BAGA EI TOIRO LINDO (BB165)
Julho 08, 2025
Tarcísio Pacheco
imagem em: Cow Bull Love
BAGAS DE BELADONA (165)
HELIODORO TARCÍSIO
BAGA EI TOIRO LINDO! Como era de esperar, o pessoal do PAN e os anti-taurinos tiveram um ataque de histeria à conta do infeliz incidente da recente morte de um toiro no mar, no porto de pescas do Porto Judeu, ilha Terceira. Para que ninguém apareça a pregar aos gafanhotos sozinho no deserto, é salutar que se façam ouvir outras vozes, com perspetivas diferentes.

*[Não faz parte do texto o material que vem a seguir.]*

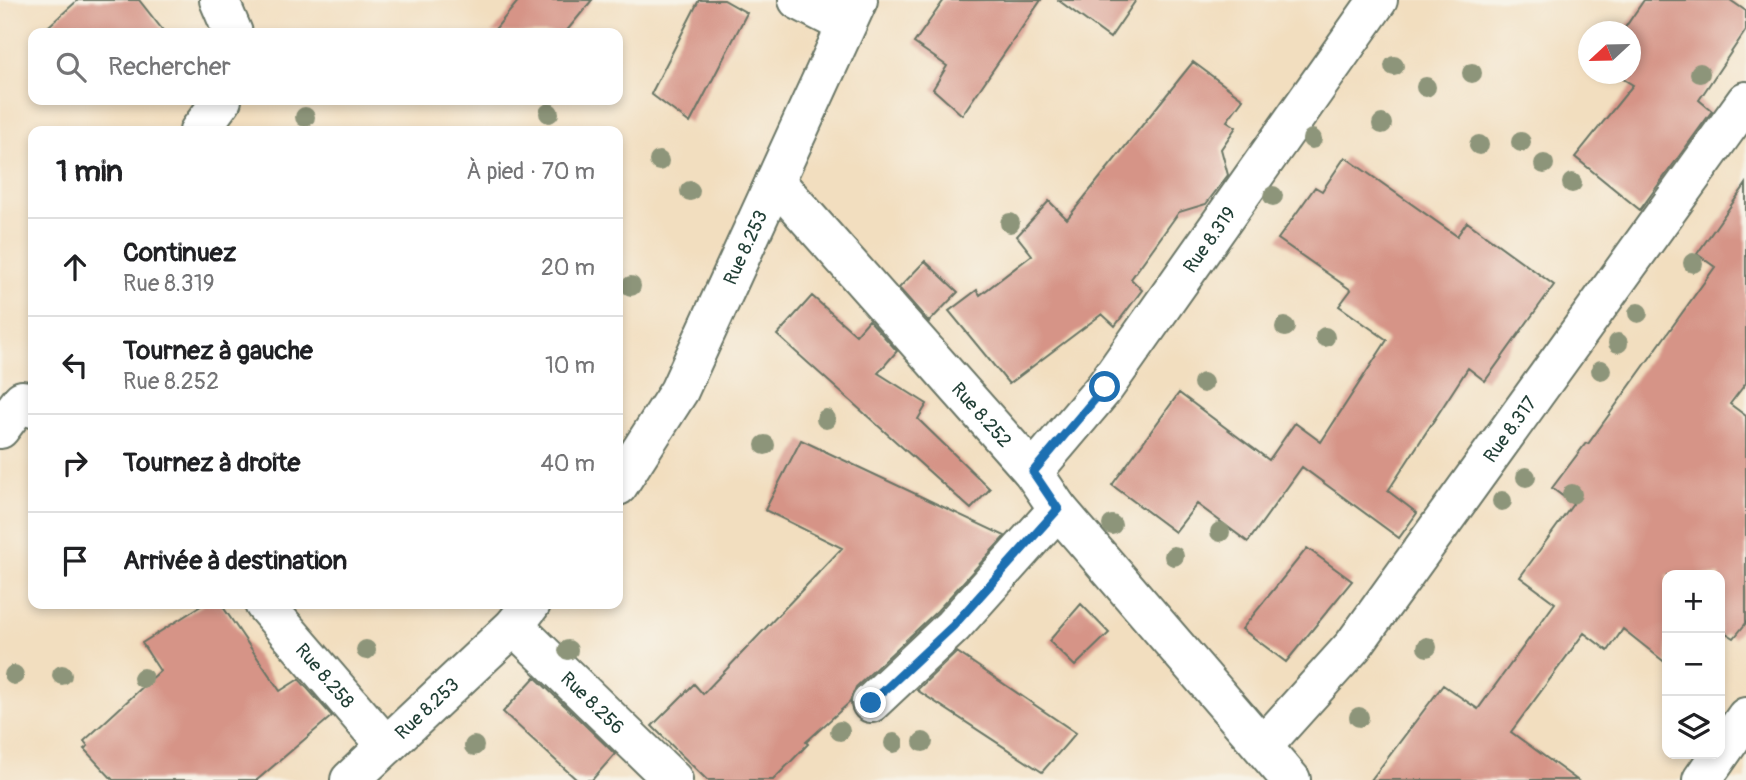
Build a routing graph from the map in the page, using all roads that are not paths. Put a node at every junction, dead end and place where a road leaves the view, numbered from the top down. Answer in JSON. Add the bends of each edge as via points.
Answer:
{"nodes":[{"id":1,"x":219,"y":0,"type":"edge"},
{"id":2,"x":798,"y":0,"type":"edge"},
{"id":3,"x":1378,"y":0,"type":"edge"},
{"id":4,"x":851,"y":12,"type":"edge"},
{"id":5,"x":231,"y":28,"type":"edge"},
{"id":6,"x":1746,"y":101,"type":"edge"},
{"id":7,"x":218,"y":105,"type":"edge"},
{"id":8,"x":204,"y":126,"type":"edge"},
{"id":9,"x":775,"y":181,"type":"junction"},
{"id":10,"x":1033,"y":472,"type":"junction"},
{"id":11,"x":623,"y":478,"type":"edge"},
{"id":12,"x":1058,"y":509,"type":"junction"},
{"id":13,"x":268,"y":609,"type":"edge"},
{"id":14,"x":522,"y":615,"type":"edge"},
{"id":15,"x":871,"y":703,"type":"dead end"},
{"id":16,"x":1746,"y":718,"type":"edge"},
{"id":17,"x":386,"y":746,"type":"junction"},
{"id":18,"x":1262,"y":746,"type":"junction"},
{"id":19,"x":350,"y":780,"type":"edge"},
{"id":20,"x":673,"y":780,"type":"edge"},
{"id":21,"x":1291,"y":780,"type":"edge"},
{"id":22,"x":1702,"y":780,"type":"edge"}],
"edges":[{"from":1,"to":5,"type":"main road"},
{"from":2,"to":4,"type":"main road"},
{"from":3,"to":10,"type":"main road","name":"Rue 8.319","via":[[1105,387]]},
{"from":4,"to":9,"type":"main road","name":"Rue 8.253"},
{"from":6,"to":18,"type":"main road","name":"Rue 8.317","via":[[1353,646]]},
{"from":7,"to":8,"type":"main road"},
{"from":9,"to":10,"type":"main road","name":"Rue 8.252"},
{"from":9,"to":11,"type":"main road","name":"Rue 8.253","via":[[679,391]]},
{"from":10,"to":12,"type":"main road","name":"Rue 8.252"},
{"from":12,"to":15,"type":"main road","via":[[953,626]]},
{"from":12,"to":18,"type":"main road","name":"Rue 8.252"},
{"from":13,"to":17,"type":"main road","name":"Rue 8.258"},
{"from":14,"to":17,"type":"main road","name":"Rue 8.253"},
{"from":14,"to":20,"type":"main road","name":"Rue 8.256"},
{"from":16,"to":22,"type":"main road"},
{"from":17,"to":19,"type":"main road","name":"Rue 8.253"},
{"from":18,"to":21,"type":"main road","name":"Rue 8.252"}]}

Já escrevi muitas vezes sobre este tema, que me apaixona. As minhas convicções sobre este assunto – tauromaquia – assentam sobretudo em duas linhas: separo sempre, por completo, touradas de praça de touradas à corda, por entender que, tratando-se em ambos os casos de tauromaquia, dizem respeito a realidades muito diferentes; e, no âmbito da defesa dos animais, não admito que se ataque as touradas de forma isolada, separando-as dos inúmeros abusos e atropelos aos direitos dos animais que ocorrem a toda a hora, por todo o lado, desde sempre.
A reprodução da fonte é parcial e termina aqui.